Foundry jobs loss misery
Several of the workers at Hitachi's Hercunite Foundry in Tipton today face the prospect of losing the same job twice.
Several of the workers at Hitachi's Hercunite Foundry in Tipton today face the prospect of losing the same job twice.
Just four years ago there were tears as more than 300 jobs were axed in the closure of the foundry, then owned by US firm Grede.
People who had worked at the plant for decades walked out the factory gates with their last pay cheque in February 2003.
And yet there was the promise of a new hope just 18 months later when Japanese corporation Hitachi bought the site and invested tens of millions of pounds in its new hi-tech Hercunite Foundry.
Up to 100 people were subsequently taken on, many of them former Grede staff.

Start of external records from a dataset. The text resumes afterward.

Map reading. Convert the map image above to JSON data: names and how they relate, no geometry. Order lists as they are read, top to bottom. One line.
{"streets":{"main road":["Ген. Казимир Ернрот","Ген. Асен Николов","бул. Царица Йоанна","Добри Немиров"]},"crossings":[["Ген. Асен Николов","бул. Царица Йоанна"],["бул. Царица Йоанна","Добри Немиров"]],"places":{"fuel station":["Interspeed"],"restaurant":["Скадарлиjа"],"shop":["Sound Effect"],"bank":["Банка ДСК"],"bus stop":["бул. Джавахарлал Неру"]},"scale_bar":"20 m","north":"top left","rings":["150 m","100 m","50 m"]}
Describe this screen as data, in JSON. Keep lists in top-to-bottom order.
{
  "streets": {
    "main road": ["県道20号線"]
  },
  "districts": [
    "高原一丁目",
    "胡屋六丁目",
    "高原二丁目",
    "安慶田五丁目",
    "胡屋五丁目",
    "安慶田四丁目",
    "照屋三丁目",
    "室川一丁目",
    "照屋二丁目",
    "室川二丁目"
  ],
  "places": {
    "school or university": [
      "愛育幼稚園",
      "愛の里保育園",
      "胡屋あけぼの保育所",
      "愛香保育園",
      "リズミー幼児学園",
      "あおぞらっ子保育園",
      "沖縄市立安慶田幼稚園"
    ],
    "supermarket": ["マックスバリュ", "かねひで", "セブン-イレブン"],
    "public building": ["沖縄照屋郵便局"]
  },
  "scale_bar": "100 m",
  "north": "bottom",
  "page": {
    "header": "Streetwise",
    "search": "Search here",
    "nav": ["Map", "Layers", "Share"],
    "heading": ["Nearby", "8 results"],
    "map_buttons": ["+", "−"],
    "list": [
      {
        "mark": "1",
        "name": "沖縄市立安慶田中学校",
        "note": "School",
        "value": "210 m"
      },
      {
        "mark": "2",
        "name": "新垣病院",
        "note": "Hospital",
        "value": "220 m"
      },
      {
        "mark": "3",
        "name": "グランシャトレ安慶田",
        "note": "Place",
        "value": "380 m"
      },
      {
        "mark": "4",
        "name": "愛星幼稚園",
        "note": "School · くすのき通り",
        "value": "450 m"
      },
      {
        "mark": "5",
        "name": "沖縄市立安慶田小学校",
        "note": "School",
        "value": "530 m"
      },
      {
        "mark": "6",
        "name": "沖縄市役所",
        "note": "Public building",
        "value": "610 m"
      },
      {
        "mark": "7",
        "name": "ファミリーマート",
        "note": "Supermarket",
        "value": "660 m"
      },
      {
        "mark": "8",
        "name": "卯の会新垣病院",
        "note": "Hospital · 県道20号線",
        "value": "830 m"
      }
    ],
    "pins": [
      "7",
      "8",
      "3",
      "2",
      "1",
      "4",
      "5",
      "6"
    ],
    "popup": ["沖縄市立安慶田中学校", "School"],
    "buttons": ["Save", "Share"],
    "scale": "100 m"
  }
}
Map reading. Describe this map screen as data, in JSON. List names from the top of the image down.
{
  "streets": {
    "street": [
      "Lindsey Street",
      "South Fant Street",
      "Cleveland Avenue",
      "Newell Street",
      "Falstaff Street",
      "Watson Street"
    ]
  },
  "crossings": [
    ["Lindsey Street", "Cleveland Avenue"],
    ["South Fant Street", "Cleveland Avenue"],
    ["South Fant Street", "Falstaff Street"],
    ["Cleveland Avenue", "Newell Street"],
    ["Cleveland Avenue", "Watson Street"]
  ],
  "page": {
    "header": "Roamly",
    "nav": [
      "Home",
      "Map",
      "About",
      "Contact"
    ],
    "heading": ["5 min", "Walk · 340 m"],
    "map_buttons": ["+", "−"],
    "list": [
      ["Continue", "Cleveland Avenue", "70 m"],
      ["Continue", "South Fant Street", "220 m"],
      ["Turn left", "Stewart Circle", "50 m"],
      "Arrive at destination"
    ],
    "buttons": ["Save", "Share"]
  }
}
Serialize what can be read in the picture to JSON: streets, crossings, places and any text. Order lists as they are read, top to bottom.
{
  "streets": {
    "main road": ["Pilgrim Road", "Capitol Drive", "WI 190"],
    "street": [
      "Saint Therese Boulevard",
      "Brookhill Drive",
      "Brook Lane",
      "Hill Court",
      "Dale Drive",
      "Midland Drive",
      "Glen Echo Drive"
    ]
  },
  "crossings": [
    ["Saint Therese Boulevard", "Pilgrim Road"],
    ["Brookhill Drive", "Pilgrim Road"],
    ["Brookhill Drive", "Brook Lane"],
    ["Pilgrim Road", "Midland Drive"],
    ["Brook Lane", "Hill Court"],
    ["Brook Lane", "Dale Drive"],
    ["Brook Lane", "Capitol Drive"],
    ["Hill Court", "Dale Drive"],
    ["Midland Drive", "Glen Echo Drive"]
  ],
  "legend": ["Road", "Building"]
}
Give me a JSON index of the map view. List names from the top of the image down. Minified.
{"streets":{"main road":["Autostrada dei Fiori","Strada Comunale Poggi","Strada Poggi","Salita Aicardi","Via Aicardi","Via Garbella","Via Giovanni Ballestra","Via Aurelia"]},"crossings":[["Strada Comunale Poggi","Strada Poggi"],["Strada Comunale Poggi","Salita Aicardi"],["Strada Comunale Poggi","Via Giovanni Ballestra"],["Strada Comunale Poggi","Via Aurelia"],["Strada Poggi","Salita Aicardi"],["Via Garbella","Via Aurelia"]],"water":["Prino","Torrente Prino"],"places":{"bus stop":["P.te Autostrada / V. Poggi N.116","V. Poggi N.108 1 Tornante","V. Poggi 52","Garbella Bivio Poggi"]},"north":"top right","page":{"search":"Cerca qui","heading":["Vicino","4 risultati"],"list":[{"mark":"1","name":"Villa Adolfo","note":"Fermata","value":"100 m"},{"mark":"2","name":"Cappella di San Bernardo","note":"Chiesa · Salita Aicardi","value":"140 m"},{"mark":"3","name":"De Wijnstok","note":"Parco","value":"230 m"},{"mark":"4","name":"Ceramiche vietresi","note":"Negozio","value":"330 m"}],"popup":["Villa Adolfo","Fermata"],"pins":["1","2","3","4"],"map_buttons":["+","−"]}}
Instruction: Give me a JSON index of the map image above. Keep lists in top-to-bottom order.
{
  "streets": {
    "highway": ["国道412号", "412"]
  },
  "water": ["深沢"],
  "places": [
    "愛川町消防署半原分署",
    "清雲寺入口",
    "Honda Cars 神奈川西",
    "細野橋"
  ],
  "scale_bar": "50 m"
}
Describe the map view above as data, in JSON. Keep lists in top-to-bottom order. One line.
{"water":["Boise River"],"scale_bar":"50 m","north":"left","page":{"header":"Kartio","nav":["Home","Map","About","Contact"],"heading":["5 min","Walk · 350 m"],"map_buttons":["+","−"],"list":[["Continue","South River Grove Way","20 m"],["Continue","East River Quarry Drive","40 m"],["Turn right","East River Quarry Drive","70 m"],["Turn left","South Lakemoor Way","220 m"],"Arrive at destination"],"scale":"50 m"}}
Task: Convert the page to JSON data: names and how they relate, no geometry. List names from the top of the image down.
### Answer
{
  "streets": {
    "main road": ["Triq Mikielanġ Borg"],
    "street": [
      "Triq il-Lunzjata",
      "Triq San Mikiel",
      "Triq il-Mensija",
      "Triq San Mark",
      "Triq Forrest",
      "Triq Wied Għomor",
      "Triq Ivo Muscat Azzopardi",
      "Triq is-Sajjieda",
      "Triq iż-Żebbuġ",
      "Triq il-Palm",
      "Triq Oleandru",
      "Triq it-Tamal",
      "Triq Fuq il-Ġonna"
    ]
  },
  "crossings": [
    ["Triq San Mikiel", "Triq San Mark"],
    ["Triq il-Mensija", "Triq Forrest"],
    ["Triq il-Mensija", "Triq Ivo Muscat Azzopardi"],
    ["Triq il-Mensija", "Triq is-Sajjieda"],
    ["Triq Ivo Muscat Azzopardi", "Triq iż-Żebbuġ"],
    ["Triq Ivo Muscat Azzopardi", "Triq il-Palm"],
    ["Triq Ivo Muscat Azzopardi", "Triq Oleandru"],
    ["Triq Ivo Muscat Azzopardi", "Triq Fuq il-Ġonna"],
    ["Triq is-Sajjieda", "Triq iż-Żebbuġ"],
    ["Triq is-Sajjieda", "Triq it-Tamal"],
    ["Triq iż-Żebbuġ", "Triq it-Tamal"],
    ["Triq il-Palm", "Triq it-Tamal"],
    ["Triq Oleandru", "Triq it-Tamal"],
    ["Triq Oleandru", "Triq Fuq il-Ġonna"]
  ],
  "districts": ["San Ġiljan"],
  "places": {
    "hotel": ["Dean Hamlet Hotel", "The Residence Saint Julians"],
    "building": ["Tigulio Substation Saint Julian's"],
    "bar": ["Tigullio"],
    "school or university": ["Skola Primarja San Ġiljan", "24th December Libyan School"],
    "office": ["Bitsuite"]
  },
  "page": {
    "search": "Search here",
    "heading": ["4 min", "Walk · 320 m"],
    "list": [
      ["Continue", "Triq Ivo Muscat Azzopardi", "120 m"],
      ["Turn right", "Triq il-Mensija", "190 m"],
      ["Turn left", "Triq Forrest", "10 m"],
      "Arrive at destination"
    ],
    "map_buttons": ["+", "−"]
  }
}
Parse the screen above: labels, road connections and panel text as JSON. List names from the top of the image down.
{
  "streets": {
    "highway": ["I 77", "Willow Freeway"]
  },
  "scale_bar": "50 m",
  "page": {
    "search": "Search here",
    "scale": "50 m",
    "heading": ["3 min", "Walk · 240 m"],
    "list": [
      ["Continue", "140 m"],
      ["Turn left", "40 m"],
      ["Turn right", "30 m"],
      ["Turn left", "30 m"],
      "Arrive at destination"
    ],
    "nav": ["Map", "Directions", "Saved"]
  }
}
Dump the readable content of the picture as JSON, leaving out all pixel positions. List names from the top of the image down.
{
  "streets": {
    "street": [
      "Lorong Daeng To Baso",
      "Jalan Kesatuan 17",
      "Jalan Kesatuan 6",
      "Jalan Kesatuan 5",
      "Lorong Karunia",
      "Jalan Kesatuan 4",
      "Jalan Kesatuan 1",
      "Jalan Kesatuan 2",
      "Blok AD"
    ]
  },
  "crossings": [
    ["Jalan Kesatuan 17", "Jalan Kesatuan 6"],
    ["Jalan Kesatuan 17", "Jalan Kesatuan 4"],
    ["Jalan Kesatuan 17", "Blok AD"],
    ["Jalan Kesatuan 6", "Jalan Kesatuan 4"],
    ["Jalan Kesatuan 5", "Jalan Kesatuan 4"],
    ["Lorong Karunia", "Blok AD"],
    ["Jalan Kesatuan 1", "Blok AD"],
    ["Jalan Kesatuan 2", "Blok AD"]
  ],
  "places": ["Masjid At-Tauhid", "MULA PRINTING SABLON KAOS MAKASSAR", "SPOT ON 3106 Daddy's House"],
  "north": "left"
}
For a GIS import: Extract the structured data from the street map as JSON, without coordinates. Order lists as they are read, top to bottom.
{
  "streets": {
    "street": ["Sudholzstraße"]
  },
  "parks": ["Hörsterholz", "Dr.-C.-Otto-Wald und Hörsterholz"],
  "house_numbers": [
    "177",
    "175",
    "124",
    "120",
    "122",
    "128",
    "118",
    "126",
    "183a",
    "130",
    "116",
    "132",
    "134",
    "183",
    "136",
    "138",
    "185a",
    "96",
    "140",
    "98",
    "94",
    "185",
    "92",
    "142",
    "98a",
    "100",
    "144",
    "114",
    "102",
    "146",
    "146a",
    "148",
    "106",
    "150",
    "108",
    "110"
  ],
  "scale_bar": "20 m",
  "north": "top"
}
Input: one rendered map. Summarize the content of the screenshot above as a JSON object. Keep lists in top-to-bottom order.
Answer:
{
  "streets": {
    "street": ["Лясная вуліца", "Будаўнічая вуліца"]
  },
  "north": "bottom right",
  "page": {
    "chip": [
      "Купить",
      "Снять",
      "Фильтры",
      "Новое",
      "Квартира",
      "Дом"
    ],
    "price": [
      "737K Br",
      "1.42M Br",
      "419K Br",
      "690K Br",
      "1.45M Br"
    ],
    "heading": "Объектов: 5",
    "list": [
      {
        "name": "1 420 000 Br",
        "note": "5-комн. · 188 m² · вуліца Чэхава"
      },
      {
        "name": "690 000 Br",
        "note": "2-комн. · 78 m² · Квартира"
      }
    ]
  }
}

Today they face the prospect of losing their jobs all over again after Hitachi's decision to close the foundry by the end of March next year.
The Sedgley Road East foundry has been the site of traditional Black Country metal working for well over half a century.
Originally owned by Duport, it absorbed the historic John Harper & Co lockmaking business, set up in Willenhall in 1790, following a takeover in 1974 and a consolidation of factories onto the one site in 1982.
The Tipton foundry had already played a major role in the future shape of the Black Country by being one of the first businesses to recruit large numbers of immigrant Indian workers in the early 1960s.
Duport Harper continued as the one of the biggest foundries in the West Midlands, employing more than 400 people, and seemed to have survived the recession of the early 1990s in good shape.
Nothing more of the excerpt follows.